But when even inanimate objects start working against you, the writing is on the wall (before it falls off, at least).

As for the electorate, come a general election, it won’t be forgotten that Mrs May’s predecessor David Cameron triggered Brexit as a cynical ploy to keep his party in power in the face of rising pressure from populist right-wing politicians seeking to blame foreigners for all Britain’s perceived woes.

Mr Cameron, having tossed the Brexit grenade into the room, quit to write his memoirs instead of sticking around to pick up the pieces, as most in his party and in the country believed he should have done.

Many believe that, instead of picking up Brexit and running with it, Mrs May should have had the courage of her Remainer beliefs and either declined the leadership on principle or stood to reverse the referendum result in a general election.

Quite how an election might play now for the Conservatives was illustrated today by the venomous social media response to a tweet from Mr Cameron, who had the lack of self-awareness to tweet that "we need no distractions from seeking the best outcome with our neighbours, friends and partners in the EU”. As one of thousands of angry ripostes put it: “So says the man who lit the fuse then ran like the wind”.

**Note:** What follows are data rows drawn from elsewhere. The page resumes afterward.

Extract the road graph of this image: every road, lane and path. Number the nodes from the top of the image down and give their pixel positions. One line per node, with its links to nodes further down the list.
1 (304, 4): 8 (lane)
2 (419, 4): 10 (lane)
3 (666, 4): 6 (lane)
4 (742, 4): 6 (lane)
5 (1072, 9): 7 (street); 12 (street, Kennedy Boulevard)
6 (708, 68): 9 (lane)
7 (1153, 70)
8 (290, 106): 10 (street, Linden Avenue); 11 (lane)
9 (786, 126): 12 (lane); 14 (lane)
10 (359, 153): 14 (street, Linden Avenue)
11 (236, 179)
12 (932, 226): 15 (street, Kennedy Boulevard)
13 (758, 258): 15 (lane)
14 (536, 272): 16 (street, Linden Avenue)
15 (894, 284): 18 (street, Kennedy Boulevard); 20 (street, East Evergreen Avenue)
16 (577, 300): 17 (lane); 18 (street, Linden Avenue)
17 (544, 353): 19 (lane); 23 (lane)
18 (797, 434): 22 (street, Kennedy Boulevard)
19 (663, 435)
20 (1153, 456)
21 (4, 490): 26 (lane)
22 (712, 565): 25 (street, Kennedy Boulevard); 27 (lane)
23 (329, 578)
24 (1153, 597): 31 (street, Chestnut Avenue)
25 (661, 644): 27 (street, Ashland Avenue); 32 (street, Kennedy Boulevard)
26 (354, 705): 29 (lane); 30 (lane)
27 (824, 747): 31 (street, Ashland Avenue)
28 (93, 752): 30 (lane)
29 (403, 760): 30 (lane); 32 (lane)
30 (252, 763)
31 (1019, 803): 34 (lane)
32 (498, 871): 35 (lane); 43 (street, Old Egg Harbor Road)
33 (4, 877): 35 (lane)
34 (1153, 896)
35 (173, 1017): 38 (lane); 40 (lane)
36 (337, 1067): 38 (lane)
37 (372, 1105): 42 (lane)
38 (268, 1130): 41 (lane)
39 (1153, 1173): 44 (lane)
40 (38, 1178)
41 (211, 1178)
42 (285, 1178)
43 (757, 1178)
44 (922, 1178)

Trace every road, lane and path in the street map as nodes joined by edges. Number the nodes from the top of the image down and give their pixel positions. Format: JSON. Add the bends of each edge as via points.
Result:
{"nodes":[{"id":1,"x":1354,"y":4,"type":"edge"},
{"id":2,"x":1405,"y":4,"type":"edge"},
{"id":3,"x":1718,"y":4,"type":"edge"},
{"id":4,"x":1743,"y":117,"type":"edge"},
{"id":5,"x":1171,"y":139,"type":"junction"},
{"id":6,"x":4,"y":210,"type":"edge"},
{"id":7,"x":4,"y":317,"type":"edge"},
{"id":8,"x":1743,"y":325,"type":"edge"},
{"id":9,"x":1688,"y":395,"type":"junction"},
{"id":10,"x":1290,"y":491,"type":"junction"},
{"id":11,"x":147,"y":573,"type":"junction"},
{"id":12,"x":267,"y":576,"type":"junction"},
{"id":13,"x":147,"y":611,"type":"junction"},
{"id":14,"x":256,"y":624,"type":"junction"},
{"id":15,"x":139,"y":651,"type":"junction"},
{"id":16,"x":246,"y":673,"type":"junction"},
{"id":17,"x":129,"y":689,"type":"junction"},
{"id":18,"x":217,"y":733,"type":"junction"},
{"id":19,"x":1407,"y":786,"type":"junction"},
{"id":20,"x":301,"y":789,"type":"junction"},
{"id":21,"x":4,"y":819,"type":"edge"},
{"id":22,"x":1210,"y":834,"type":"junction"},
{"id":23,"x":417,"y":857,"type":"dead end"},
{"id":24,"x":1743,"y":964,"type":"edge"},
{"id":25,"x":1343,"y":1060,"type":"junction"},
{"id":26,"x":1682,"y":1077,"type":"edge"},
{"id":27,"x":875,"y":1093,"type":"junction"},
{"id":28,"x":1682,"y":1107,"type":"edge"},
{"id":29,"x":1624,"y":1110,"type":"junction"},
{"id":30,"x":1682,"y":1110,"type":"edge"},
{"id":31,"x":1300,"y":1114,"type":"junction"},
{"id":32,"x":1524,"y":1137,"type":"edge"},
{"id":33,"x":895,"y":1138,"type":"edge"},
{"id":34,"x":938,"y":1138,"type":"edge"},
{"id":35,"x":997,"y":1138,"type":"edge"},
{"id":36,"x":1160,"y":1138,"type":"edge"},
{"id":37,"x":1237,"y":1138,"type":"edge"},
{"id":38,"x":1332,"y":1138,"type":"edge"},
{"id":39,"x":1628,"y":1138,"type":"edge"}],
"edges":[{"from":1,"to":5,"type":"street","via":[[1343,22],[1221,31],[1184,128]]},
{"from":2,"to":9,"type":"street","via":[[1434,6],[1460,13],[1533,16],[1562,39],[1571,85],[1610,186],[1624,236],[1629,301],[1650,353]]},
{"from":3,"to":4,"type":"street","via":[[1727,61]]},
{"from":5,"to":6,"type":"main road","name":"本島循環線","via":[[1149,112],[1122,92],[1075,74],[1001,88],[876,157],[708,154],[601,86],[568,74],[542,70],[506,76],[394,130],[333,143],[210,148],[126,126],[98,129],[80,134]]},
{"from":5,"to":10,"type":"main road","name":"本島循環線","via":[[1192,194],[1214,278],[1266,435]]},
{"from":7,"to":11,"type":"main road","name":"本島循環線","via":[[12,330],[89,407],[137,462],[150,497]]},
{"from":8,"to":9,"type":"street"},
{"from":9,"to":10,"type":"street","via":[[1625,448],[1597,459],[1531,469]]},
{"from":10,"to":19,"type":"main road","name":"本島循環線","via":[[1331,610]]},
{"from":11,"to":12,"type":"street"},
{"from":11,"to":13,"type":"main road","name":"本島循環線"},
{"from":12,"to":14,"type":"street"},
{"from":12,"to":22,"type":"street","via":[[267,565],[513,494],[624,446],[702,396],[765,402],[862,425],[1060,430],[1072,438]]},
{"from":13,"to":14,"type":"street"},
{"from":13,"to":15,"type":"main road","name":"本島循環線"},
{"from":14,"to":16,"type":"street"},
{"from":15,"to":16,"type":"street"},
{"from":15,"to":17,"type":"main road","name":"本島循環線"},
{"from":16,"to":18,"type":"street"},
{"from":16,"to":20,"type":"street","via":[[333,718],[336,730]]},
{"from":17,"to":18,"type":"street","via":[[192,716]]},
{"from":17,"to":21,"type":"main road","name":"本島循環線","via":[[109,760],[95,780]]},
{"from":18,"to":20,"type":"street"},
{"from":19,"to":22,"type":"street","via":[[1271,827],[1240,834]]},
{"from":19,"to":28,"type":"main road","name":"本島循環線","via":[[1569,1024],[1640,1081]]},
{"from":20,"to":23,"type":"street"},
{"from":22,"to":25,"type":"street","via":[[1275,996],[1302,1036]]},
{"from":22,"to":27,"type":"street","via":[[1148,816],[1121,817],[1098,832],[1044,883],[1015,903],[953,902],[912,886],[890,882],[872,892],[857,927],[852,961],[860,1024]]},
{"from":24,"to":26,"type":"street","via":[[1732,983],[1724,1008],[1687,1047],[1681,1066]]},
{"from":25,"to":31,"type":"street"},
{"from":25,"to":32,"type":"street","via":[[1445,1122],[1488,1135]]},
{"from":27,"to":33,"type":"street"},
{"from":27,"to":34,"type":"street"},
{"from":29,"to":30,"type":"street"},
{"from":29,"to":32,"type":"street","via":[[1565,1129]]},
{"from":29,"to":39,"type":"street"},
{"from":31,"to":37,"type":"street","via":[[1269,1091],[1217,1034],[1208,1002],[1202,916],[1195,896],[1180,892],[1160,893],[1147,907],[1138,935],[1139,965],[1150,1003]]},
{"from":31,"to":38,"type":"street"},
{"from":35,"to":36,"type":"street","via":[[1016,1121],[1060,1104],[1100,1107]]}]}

As Mrs May fights for her political future, comparisons are, inevitably, being made with the overthrow of previous Conservative prime minister Margaret Thatcher, ousted from power in a coup 28 years ago.

But there is a vital difference between the events of 1990 and the power struggle now unfolding in Westminster. Unlike Mrs May, Mrs Thatcher was not leading the UK through perhaps its most significant period in post-war history.

However bumpy the post-Brexit touchdown for which Britons were braced could have been, the crash landing they now face promises to be far more calamitous.